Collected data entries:
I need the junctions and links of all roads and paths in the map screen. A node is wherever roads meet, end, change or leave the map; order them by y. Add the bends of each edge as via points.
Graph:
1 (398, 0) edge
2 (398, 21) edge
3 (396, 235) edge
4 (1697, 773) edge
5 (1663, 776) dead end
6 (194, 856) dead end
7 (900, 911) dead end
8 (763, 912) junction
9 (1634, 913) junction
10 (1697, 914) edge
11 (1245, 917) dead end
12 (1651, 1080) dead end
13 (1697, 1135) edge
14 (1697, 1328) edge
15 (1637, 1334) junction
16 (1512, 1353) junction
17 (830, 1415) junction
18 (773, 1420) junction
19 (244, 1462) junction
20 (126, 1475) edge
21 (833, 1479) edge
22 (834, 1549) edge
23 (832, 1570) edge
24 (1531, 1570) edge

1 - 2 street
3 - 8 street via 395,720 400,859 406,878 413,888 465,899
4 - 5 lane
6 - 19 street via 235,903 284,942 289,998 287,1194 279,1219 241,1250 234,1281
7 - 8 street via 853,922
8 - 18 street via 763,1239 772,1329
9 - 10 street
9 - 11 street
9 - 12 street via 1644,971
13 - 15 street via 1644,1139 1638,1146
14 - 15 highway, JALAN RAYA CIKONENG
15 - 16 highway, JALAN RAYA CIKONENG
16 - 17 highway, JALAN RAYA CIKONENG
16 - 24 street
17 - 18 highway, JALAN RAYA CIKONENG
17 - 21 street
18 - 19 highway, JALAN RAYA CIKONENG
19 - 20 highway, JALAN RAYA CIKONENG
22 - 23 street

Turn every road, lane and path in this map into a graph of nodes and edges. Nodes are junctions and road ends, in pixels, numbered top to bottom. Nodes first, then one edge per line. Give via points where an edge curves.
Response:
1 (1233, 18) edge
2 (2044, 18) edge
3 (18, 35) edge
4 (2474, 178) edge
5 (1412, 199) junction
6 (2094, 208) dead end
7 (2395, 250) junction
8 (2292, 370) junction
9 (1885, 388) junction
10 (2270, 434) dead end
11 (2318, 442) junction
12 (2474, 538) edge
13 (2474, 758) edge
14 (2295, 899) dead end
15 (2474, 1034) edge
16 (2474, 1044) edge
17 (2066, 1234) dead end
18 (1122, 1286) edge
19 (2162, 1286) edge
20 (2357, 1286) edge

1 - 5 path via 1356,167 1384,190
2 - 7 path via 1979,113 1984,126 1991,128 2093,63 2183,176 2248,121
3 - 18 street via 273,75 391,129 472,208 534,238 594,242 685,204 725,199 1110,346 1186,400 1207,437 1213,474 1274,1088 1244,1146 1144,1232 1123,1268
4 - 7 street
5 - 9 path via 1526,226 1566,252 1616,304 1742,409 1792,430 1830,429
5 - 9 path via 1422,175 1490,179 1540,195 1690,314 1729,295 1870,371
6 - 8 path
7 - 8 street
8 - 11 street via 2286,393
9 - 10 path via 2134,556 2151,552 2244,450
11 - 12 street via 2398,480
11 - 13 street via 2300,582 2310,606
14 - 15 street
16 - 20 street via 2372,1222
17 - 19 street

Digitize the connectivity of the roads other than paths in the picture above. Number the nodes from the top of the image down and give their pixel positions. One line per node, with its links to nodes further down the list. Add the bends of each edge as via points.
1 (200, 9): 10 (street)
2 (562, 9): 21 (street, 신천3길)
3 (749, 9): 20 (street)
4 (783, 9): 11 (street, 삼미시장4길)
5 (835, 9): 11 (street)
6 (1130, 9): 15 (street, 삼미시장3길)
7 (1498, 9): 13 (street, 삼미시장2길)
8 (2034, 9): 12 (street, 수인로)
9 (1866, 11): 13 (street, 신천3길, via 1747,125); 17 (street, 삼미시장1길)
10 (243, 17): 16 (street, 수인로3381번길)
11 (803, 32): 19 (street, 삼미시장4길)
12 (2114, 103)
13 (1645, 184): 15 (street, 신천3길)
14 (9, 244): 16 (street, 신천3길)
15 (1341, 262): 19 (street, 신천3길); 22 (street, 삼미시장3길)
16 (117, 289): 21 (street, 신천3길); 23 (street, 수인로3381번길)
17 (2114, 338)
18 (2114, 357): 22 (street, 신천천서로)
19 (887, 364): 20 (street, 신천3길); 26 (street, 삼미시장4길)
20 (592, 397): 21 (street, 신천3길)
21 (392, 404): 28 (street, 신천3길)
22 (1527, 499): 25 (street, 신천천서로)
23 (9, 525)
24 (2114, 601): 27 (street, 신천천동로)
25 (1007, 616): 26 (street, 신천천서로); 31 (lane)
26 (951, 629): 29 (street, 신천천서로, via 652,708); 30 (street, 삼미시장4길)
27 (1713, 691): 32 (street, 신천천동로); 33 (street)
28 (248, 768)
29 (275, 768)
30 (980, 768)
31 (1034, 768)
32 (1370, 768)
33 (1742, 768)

- Task description
All entries above need to be copied verbatim.

- Task output
I need the junctions and links of all roads and paths in the map screen. A node is wherever roads meet, end, change or leave the map; order them by y. Add the bends of each edge as via points.
Graph:
1 (398, 0) edge
2 (398, 21) edge
3 (396, 235) edge
4 (1697, 773) edge
5 (1663, 776) dead end
6 (194, 856) dead end
7 (900, 911) dead end
8 (763, 912) junction
9 (1634, 913) junction
10 (1697, 914) edge
11 (1245, 917) dead end
12 (1651, 1080) dead end
13 (1697, 1135) edge
14 (1697, 1328) edge
15 (1637, 1334) junction
16 (1512, 1353) junction
17 (830, 1415) junction
18 (773, 1420) junction
19 (244, 1462) junction
20 (126, 1475) edge
21 (833, 1479) edge
22 (834, 1549) edge
23 (832, 1570) edge
24 (1531, 1570) edge

1 - 2 street
3 - 8 street via 395,720 400,859 406,878 413,888 465,899
4 - 5 lane
6 - 19 street via 235,903 284,942 289,998 287,1194 279,1219 241,1250 234,1281
7 - 8 street via 853,922
8 - 18 street via 763,1239 772,1329
9 - 10 street
9 - 11 street
9 - 12 street via 1644,971
13 - 15 street via 1644,1139 1638,1146
14 - 15 highway, JALAN RAYA CIKONENG
15 - 16 highway, JALAN RAYA CIKONENG
16 - 17 highway, JALAN RAYA CIKONENG
16 - 24 street
17 - 18 highway, JALAN RAYA CIKONENG
17 - 21 street
18 - 19 highway, JALAN RAYA CIKONENG
19 - 20 highway, JALAN RAYA CIKONENG
22 - 23 street

Turn every road, lane and path in this map into a graph of nodes and edges. Nodes are junctions and road ends, in pixels, numbered top to bottom. Nodes first, then one edge per line. Give via points where an edge curves.
Response:
1 (1233, 18) edge
2 (2044, 18) edge
3 (18, 35) edge
4 (2474, 178) edge
5 (1412, 199) junction
6 (2094, 208) dead end
7 (2395, 250) junction
8 (2292, 370) junction
9 (1885, 388) junction
10 (2270, 434) dead end
11 (2318, 442) junction
12 (2474, 538) edge
13 (2474, 758) edge
14 (2295, 899) dead end
15 (2474, 1034) edge
16 (2474, 1044) edge
17 (2066, 1234) dead end
18 (1122, 1286) edge
19 (2162, 1286) edge
20 (2357, 1286) edge

1 - 5 path via 1356,167 1384,190
2 - 7 path via 1979,113 1984,126 1991,128 2093,63 2183,176 2248,121
3 - 18 street via 273,75 391,129 472,208 534,238 594,242 685,204 725,199 1110,346 1186,400 1207,437 1213,474 1274,1088 1244,1146 1144,1232 1123,1268
4 - 7 street
5 - 9 path via 1526,226 1566,252 1616,304 1742,409 1792,430 1830,429
5 - 9 path via 1422,175 1490,179 1540,195 1690,314 1729,295 1870,371
6 - 8 path
7 - 8 street
8 - 11 street via 2286,393
9 - 10 path via 2134,556 2151,552 2244,450
11 - 12 street via 2398,480
11 - 13 street via 2300,582 2310,606
14 - 15 street
16 - 20 street via 2372,1222
17 - 19 street

Digitize the connectivity of the roads other than paths in the picture above. Number the nodes from the top of the image down and give their pixel positions. One line per node, with its links to nodes further down the list. Add the bends of each edge as via points.
1 (200, 9): 10 (street)
2 (562, 9): 21 (street, 신천3길)
3 (749, 9): 20 (street)
4 (783, 9): 11 (street, 삼미시장4길)
5 (835, 9): 11 (street)
6 (1130, 9): 15 (street, 삼미시장3길)
7 (1498, 9): 13 (street, 삼미시장2길)
8 (2034, 9): 12 (street, 수인로)
9 (1866, 11): 13 (street, 신천3길, via 1747,125); 17 (street, 삼미시장1길)
10 (243, 17): 16 (street, 수인로3381번길)
11 (803, 32): 19 (street, 삼미시장4길)
12 (2114, 103)
13 (1645, 184): 15 (street, 신천3길)
14 (9, 244): 16 (street, 신천3길)
15 (1341, 262): 19 (street, 신천3길); 22 (street, 삼미시장3길)
16 (117, 289): 21 (street, 신천3길); 23 (street, 수인로3381번길)
17 (2114, 338)
18 (2114, 357): 22 (street, 신천천서로)
19 (887, 364): 20 (street, 신천3길); 26 (street, 삼미시장4길)
20 (592, 397): 21 (street, 신천3길)
21 (392, 404): 28 (street, 신천3길)
22 (1527, 499): 25 (street, 신천천서로)
23 (9, 525)
24 (2114, 601): 27 (street, 신천천동로)
25 (1007, 616): 26 (street, 신천천서로); 31 (lane)
26 (951, 629): 29 (street, 신천천서로, via 652,708); 30 (street, 삼미시장4길)
27 (1713, 691): 32 (street, 신천천동로); 33 (street)
28 (248, 768)
29 (275, 768)
30 (980, 768)
31 (1034, 768)
32 (1370, 768)
33 (1742, 768)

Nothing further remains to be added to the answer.